SCENT ATTRACTS HIM TO THE PLACE
6. So sorry to mention this, but if you want to increase the probability of success, you might place poop in the designated area, so that your pup will have the olfactory cues he needs to do his business there, habitually.
CARPETS WILL INCREASE TIME IT TAKES TO HOUSETRAIN
7. We prefer to keep the dogs off of carpets. If you cannot keep him off of the carpet then please experiment with different products to see which ones work best to clean them. CARPETS THWART HOUSE TRAINING.
The old vinegar solution, half white vinegar and half water, worked for us, but you can decide what will work best for your particular type of carpet. I don't know if vinegar will bleach the color of your carpets, as we used it on white bedroom carpets, years ago when we still had carpets!
REMEMBER, FEBREEZE contains something that harms the dogs. It nearly killed my cocker spaniel.
8. SCENT: He will "GO" anywhere there is a scent from former mistakes. When he uses the bathroom inside the smell that is left behind is an issue. You will want to remove the smell in carpets, or hard surfaces with the available odor remover cleaners, or a homemade 50% vinegar/ water solution. It is very important to remove the scent because, if you do not, he will surely go right back to it to "GO" when you are not watching. The dogs might be able to pick up the scent after the cleaners are used, as their olfactory abilities are very good. Some people have mentioned that they have used the cleaners twice to be sure to remove as much of the scent as possible.
If the dog uses the bathroom on the carpet once he will continue to go to that spot - maybe for his whole lifetime. You cannot house train a dog if he is using the bathroom on the carpets. KEEP HIM OFF THE CARPETS.
GOING IN THE CRATE
9. CRATE: What if he "GOES" in his crate at night. You should expect him to do this for the first few months after you get him.
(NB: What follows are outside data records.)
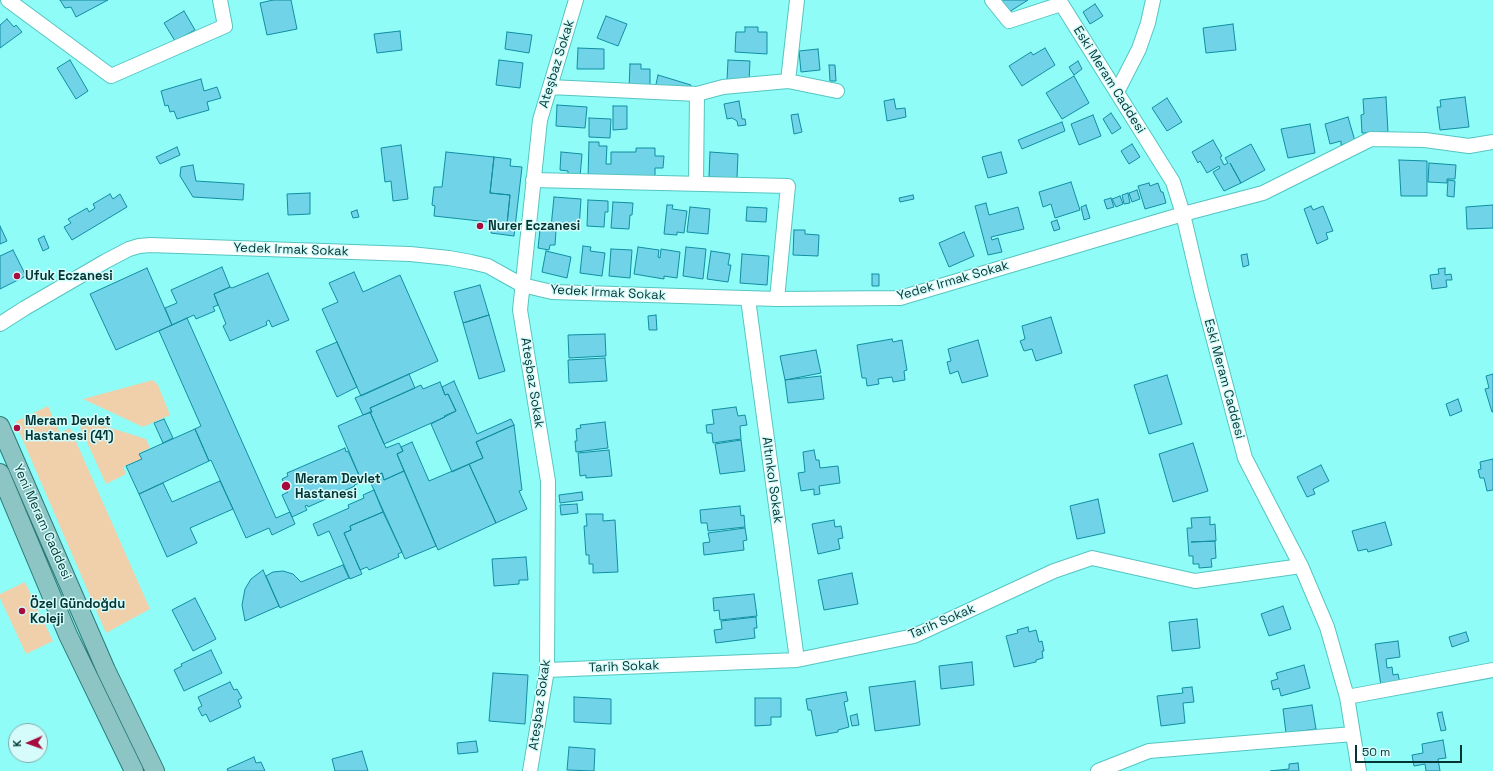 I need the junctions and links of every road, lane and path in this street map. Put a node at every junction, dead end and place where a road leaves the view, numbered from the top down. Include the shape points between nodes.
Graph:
1 (8, 0) edge
2 (220, 0) edge
3 (576, 0) edge
4 (797, 0) edge
5 (992, 0) edge
6 (1153, 0) edge
7 (1060, 2) edge
8 (788, 81) junction
9 (550, 87) junction
10 (837, 91) dead end
11 (1117, 92) junction
12 (697, 94) junction
13 (1493, 142) edge
14 (534, 180) junction
15 (696, 184) junction
16 (1183, 214) junction
17 (522, 285) junction
18 (748, 299) junction
19 (777, 299) junction
20 (0, 324) edge
21 (0, 426) edge
22 (0, 473) edge
23 (1301, 566) junction
24 (796, 660) junction
25 (547, 670) junction
26 (1493, 670) edge
27 (1347, 697) junction
28 (1353, 734) junction
29 (134, 771) edge
30 (155, 771) edge
31 (530, 771) edge
32 (1098, 771) edge
33 (1359, 771) edge

1 - 2 street via 111,76 225,26
3 - 9 street, Ateşbaz Sokak
4 - 8 street
5 - 7 street via 1009,21
6 - 11 street via 1139,49
7 - 11 street, Eski Meram Caddesi
8 - 10 street
8 - 12 street via 723,87
9 - 12 street
9 - 14 street, Ateşbaz Sokak via 540,120
11 - 16 street, Eski Meram Caddesi via 1173,182
12 - 15 street
13 - 16 street, Yedek Irmak Sokak via 1469,146 1425,140 1371,139 1263,193
14 - 15 street
14 - 17 street, Ateşbaz Sokak
15 - 19 street via 788,186
16 - 19 street, Yedek Irmak Sokak via 900,298
16 - 23 street, Eski Meram Caddesi via 1245,458
17 - 18 street, Yedek Irmak Sokak via 552,292
17 - 20 street, Yedek Irmak Sokak via 488,266 425,255 145,245 129,249 106,261
17 - 25 street, Ateşbaz Sokak via 520,310 548,481
18 - 19 street, Yedek Irmak Sokak
18 - 24 street, Altınkol Sokak
21 - 30 main road, Yeni Meram Caddesi via 106,670
22 - 29 main road, Yeni Meram Caddesi via 76,654
23 - 24 street, Tarih Sokak via 1195,581 1092,558 1054,571 914,636
23 - 27 street, Eski Meram Caddesi via 1327,627
24 - 25 street, Tarih Sokak
25 - 31 street, Ateşbaz Sokak
26 - 27 street
27 - 28 street, Eski Meram Caddesi
28 - 32 street via 1149,751
28 - 33 street, Eski Meram Caddesi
PLEASE REMEMBER THIS: If he "GOES" in his crate, then the crate tray should be washed before replacing him in it. The scent in the crate will cause him to use the bathroom in the crate over and over again. Clean the tray with a 25% CLOROX solution, or a vinegar water solution or even dishwashing soap and water. Leaving the scent on the tray will make him "GO" on the tray later.
TOWELS & BEDDING IN CRATE
10. Towels: If he wees on a towel it must be removed in the morning or it will train him to "GO" on the towel.
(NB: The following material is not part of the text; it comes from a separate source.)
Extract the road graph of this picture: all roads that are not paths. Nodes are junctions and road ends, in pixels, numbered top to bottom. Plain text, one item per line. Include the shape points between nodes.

We use hotel towels that we buy at Sam's for their bedding. The Sam's hotel towel package has about 8 towels, for about $20. They are inexpensive, and thin enough to wash up and dry quickly. We wash them with Clorox. As you probably know by now, we recommend that the dogs have their own towels and hamper. And, their towels are generally best washed separately from human towels. We always wash them with Clorox.
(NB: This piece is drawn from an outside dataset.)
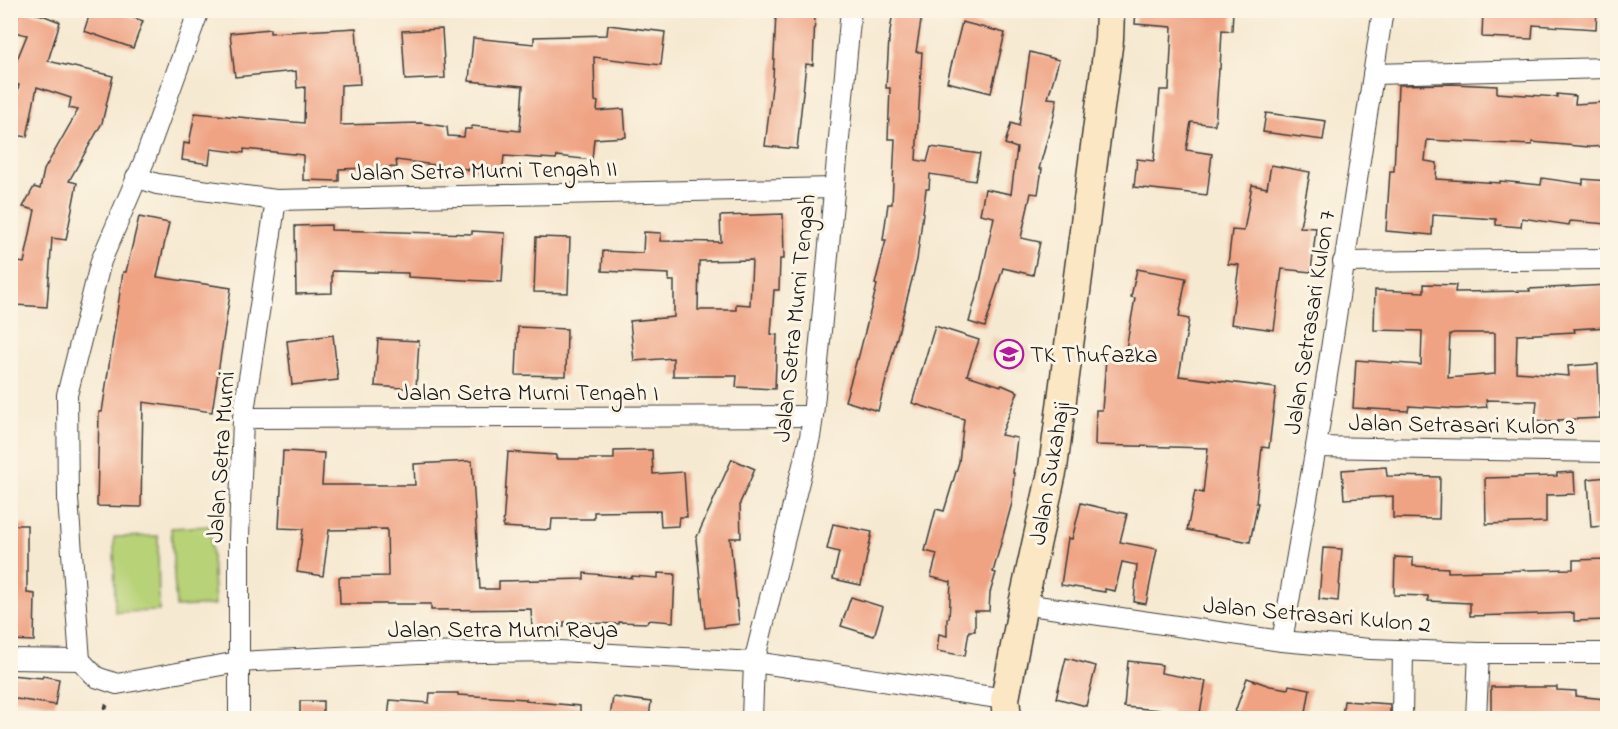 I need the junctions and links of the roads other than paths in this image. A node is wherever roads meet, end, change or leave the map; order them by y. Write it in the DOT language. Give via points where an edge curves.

There is the old fashioned Clorox and there are many new Clorox Mixtures that are worthless for our purposes:
We clean our crate trays with a spray bottle and a mixture of 25% ORIGINAL Clorox and 75% water. This bleach mixture must be made with the old fashioned Clorox because the newer versions of it do not contain enough bleach to really kill the 1% of serious bacteria that we want to kill. When the bottle of the newer product states that it will kill 99% , etc., remember it is not going to kill the other 1% of bacteria. And, that other 1% of bacteria is the 1% we need to kill. So, always use the old fashioned product if you are trying to kill all of the bacteria and virus.
Many people prefer the less dangerous 50% white vinegar solution to clean trays and we have found that this removes the scent from the tray.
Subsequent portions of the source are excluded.